* [Exercise details] Only lines containing "image" are wanted from the data below. Copy those lines.

Task inputs START

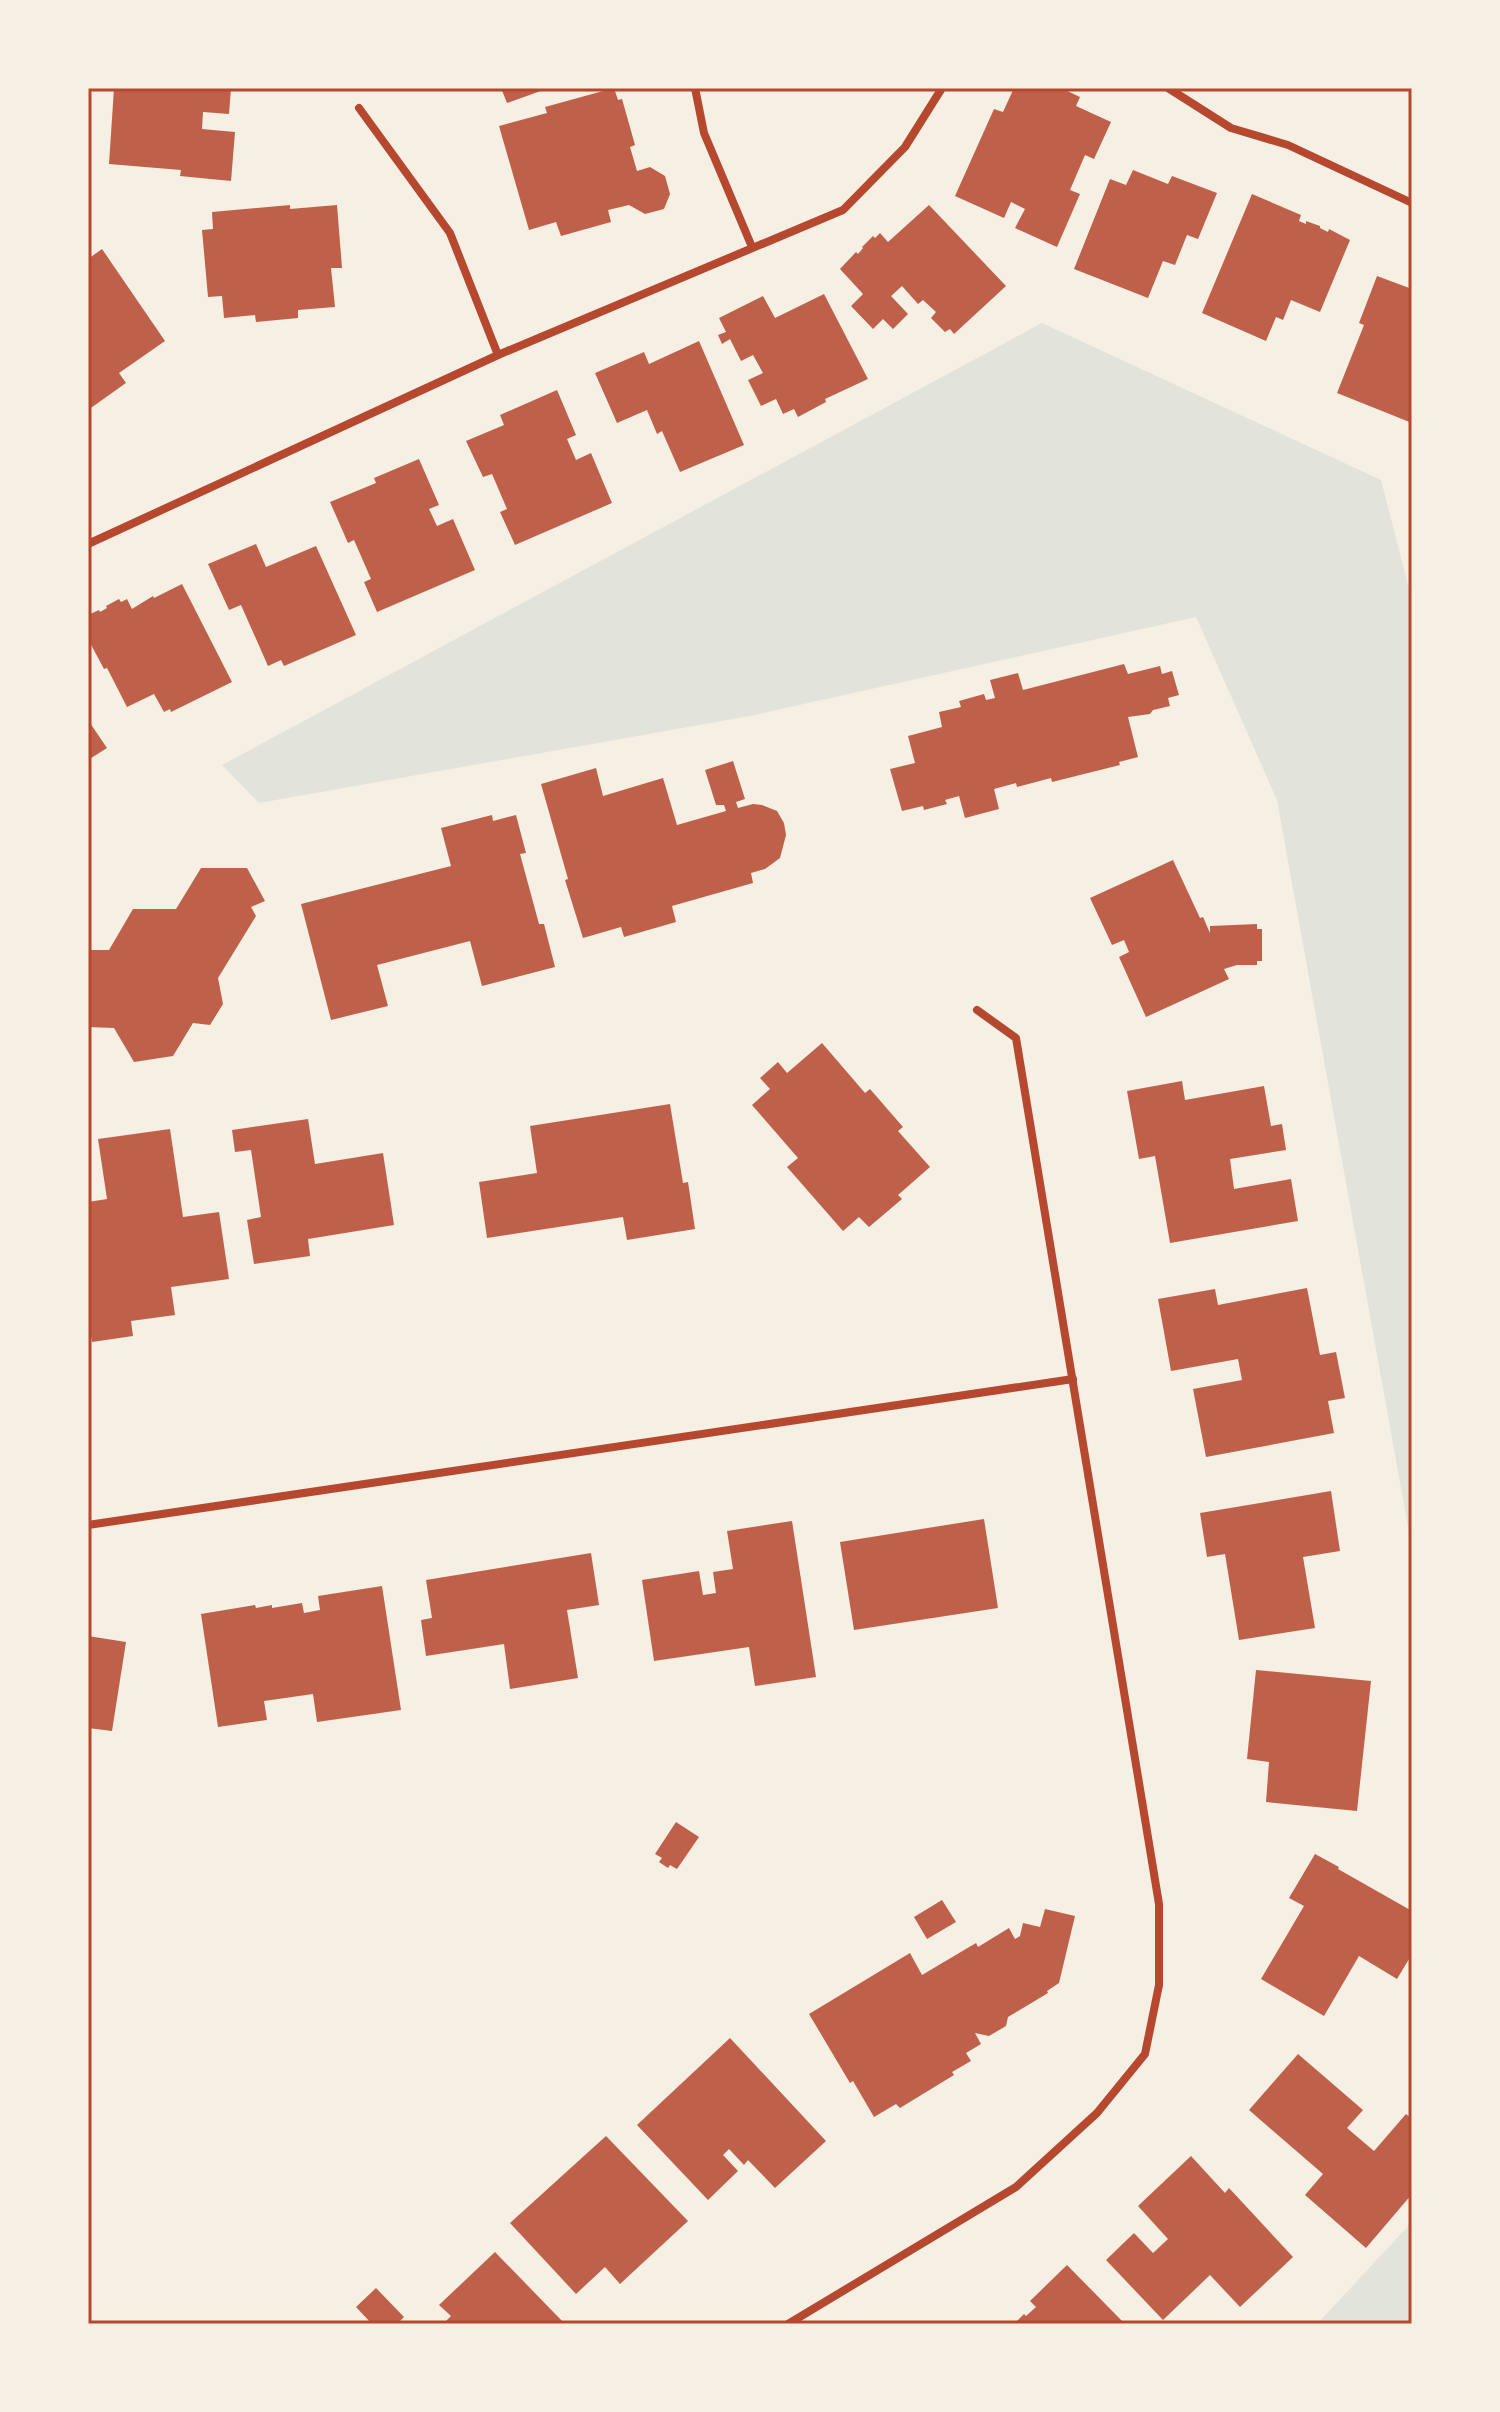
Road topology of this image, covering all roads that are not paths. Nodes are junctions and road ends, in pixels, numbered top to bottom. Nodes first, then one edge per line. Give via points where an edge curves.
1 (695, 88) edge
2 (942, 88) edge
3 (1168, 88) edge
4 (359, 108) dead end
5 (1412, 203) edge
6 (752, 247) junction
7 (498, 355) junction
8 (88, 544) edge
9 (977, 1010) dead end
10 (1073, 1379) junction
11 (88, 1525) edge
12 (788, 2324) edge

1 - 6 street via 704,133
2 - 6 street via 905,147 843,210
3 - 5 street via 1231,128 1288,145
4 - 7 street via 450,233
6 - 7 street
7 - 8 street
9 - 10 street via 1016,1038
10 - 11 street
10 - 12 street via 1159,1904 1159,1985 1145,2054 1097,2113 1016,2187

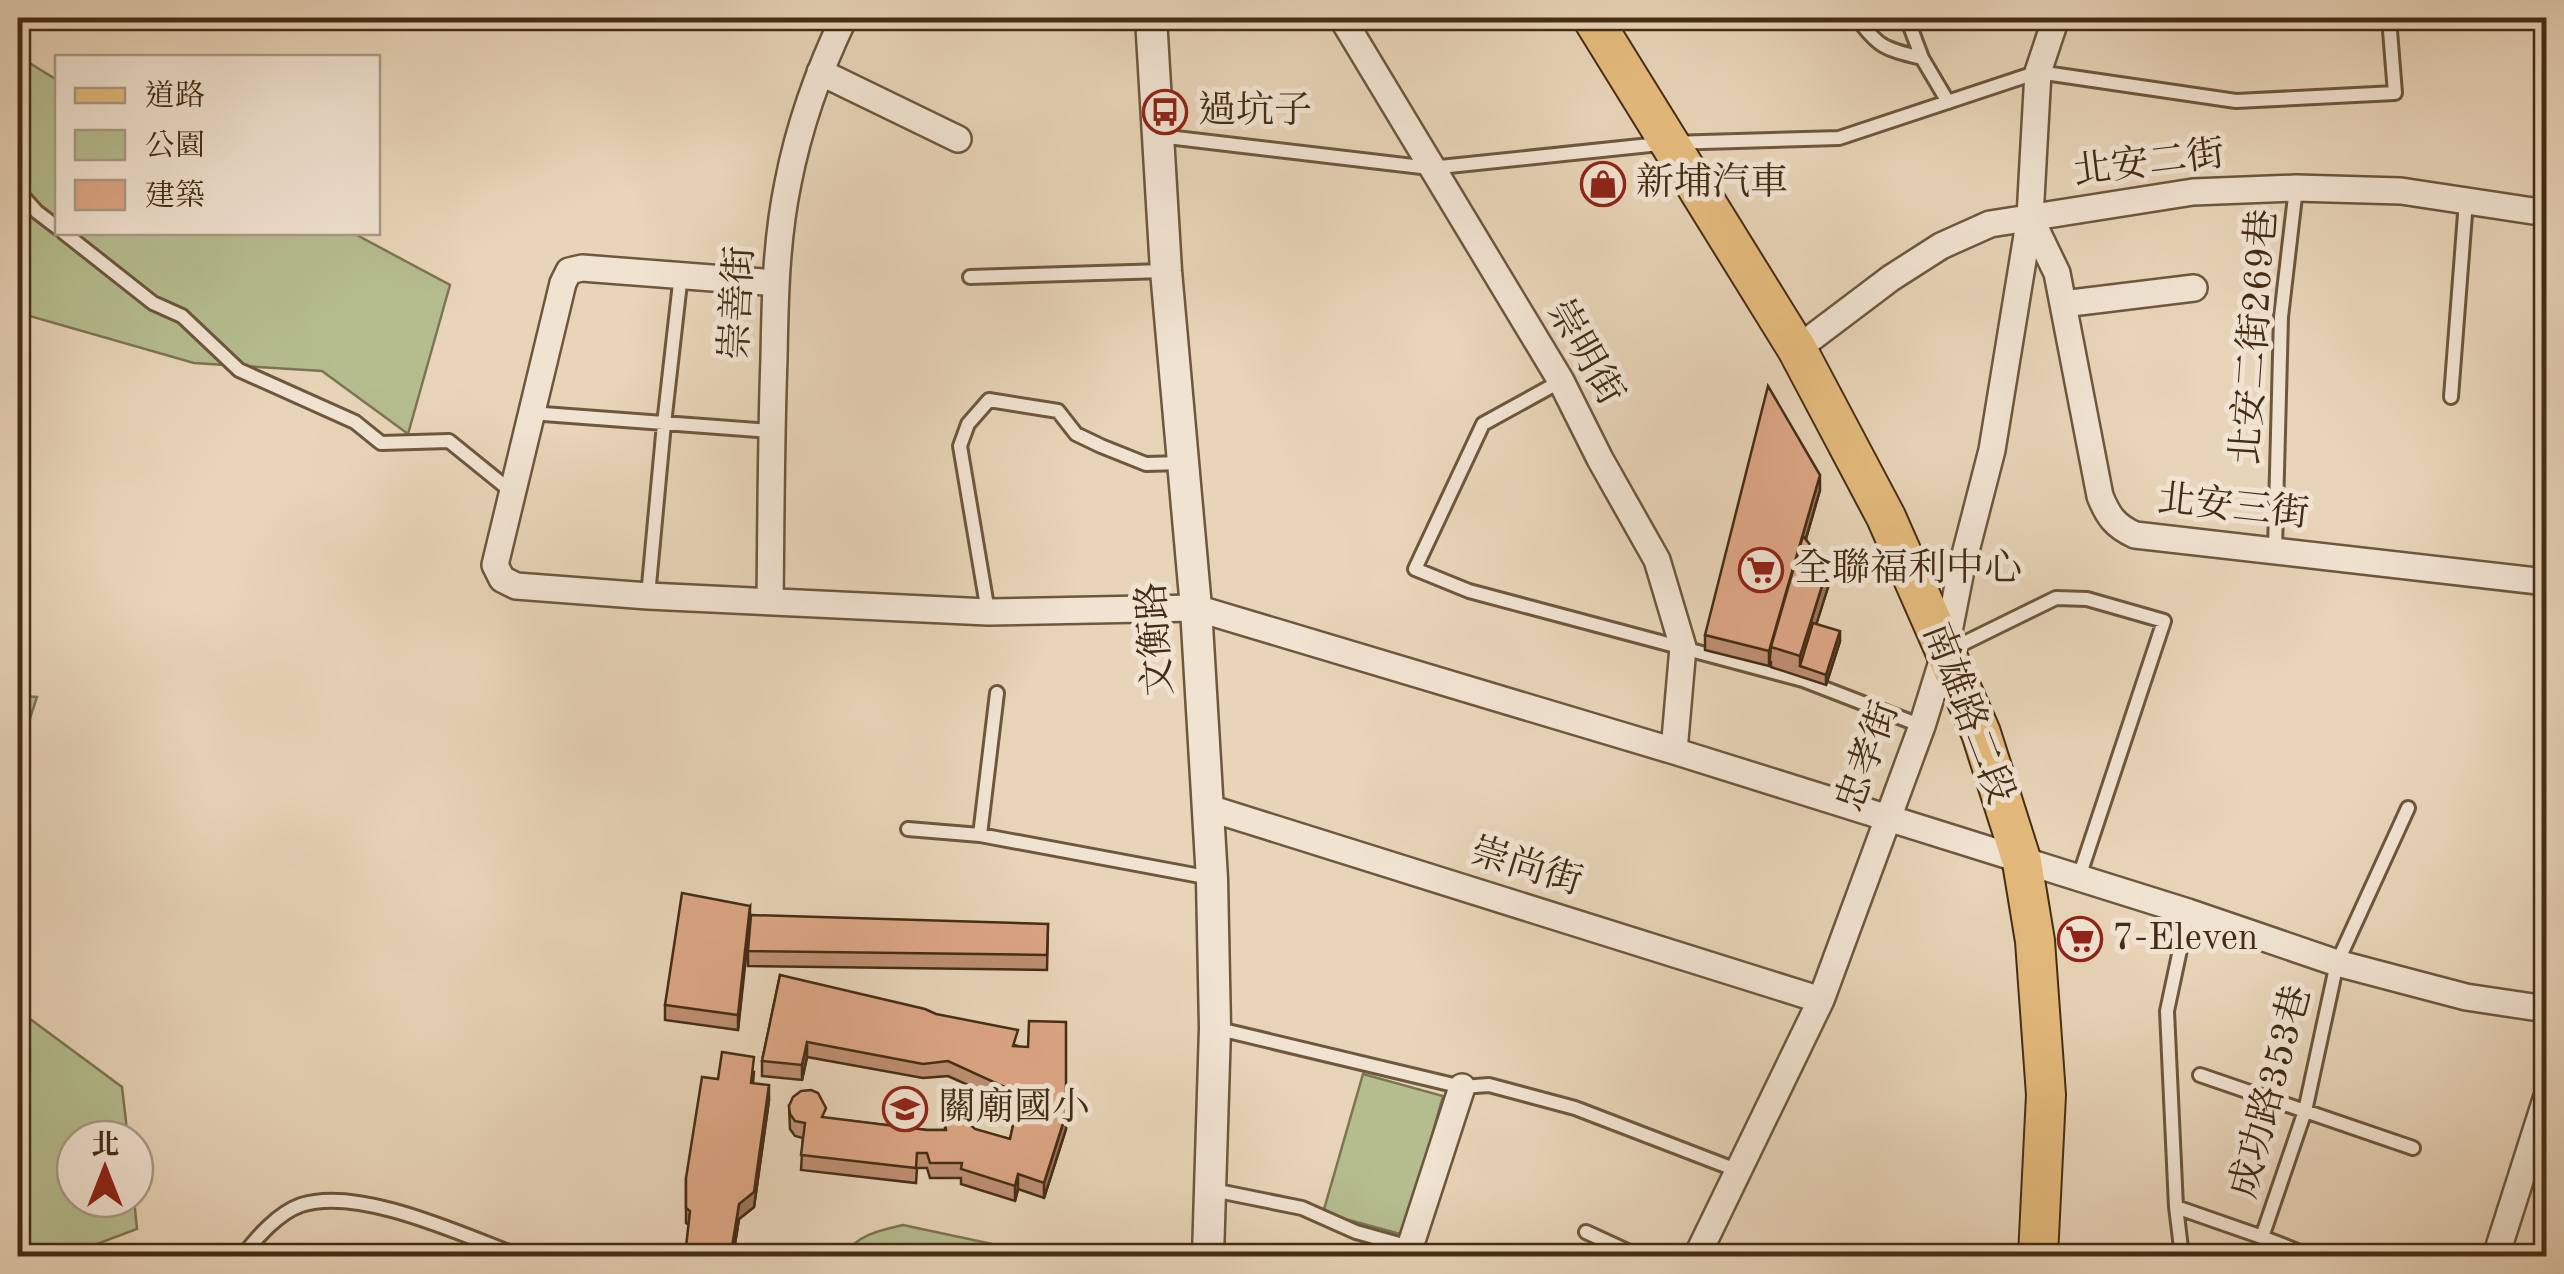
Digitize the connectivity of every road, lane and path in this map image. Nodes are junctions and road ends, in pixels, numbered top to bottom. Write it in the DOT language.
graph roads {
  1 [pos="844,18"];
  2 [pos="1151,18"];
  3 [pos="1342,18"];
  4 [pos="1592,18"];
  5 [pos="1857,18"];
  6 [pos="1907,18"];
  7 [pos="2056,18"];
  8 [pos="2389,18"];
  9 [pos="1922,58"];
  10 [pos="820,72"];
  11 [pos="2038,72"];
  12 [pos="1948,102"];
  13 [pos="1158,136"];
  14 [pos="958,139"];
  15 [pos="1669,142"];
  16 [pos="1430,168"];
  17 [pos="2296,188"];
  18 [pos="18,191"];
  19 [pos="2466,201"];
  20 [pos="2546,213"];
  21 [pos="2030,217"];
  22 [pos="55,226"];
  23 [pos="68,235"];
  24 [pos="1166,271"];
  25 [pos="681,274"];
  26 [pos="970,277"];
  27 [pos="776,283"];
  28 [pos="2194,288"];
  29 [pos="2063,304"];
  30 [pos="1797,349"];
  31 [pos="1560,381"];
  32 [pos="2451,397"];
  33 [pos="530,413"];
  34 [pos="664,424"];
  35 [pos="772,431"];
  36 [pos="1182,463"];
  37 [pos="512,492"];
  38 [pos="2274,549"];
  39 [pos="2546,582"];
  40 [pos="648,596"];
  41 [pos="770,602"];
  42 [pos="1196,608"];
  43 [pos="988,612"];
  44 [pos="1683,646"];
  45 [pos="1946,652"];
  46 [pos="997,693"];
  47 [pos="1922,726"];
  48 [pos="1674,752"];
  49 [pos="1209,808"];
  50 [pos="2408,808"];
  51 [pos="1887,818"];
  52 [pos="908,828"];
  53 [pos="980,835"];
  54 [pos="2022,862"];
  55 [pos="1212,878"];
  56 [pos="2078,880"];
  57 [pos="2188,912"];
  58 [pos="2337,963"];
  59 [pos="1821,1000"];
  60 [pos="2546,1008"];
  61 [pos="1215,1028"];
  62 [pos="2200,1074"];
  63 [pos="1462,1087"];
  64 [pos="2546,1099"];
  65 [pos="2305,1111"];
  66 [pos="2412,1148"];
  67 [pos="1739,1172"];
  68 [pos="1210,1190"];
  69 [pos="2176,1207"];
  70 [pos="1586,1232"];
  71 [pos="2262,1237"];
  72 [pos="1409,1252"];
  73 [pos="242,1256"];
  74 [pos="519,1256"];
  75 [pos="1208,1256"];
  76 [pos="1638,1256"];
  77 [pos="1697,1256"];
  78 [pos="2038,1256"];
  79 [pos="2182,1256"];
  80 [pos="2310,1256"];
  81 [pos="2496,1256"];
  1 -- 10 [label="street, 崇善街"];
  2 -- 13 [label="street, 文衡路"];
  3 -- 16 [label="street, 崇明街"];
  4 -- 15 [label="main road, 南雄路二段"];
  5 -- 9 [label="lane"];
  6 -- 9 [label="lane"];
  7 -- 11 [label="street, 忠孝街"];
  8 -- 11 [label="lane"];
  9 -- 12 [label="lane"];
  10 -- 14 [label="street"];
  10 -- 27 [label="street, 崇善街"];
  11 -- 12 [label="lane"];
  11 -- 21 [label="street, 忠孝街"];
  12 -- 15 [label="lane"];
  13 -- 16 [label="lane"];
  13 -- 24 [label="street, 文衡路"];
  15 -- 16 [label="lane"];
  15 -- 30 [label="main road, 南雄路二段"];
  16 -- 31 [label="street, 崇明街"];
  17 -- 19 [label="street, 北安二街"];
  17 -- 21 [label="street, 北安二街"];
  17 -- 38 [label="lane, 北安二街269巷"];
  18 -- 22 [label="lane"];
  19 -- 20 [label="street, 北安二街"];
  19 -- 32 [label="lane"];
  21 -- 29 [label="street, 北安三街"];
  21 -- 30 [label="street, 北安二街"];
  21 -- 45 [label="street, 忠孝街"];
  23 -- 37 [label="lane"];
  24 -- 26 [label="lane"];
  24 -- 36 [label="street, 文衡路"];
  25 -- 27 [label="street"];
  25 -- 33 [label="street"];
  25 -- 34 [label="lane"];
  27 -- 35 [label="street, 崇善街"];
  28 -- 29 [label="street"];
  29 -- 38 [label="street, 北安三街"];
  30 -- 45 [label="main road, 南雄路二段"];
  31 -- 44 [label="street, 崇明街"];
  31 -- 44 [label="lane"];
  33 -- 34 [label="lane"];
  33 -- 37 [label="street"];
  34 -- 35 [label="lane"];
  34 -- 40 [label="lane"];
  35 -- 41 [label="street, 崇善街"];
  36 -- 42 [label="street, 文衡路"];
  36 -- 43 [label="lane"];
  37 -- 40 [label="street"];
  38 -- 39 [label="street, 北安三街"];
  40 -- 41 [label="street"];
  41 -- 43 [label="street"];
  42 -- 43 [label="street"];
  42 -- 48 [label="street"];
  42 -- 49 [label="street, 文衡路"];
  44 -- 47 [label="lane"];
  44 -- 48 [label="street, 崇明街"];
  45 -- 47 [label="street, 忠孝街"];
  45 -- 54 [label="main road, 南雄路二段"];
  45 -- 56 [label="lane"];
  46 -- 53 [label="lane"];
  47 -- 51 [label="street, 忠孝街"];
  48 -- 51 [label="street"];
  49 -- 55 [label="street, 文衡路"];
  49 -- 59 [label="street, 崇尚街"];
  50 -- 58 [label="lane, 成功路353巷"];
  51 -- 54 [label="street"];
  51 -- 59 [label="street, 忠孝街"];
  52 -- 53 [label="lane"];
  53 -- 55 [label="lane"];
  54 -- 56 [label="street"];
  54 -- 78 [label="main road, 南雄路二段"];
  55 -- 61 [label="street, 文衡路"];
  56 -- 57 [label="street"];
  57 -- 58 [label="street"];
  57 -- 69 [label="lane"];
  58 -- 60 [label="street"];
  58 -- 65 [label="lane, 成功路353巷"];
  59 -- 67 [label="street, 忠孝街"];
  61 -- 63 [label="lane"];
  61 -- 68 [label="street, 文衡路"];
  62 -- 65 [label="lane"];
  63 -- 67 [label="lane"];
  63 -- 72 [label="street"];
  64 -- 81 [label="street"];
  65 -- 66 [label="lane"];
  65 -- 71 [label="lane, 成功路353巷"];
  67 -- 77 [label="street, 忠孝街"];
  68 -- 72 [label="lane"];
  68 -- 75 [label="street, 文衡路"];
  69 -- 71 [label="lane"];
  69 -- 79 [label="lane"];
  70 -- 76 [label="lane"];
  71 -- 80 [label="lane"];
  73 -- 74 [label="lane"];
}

Task inputs END

* [Answer space]
Road topology of this image, covering all roads that are not paths. Nodes are junctions and road ends, in pixels, numbered top to bottom. Nodes first, then one edge per line. Give via points where an edge curves.
Digitize the connectivity of every road, lane and path in this map image. Nodes are junctions and road ends, in pixels, numbered top to bottom. Write it in the DOT language.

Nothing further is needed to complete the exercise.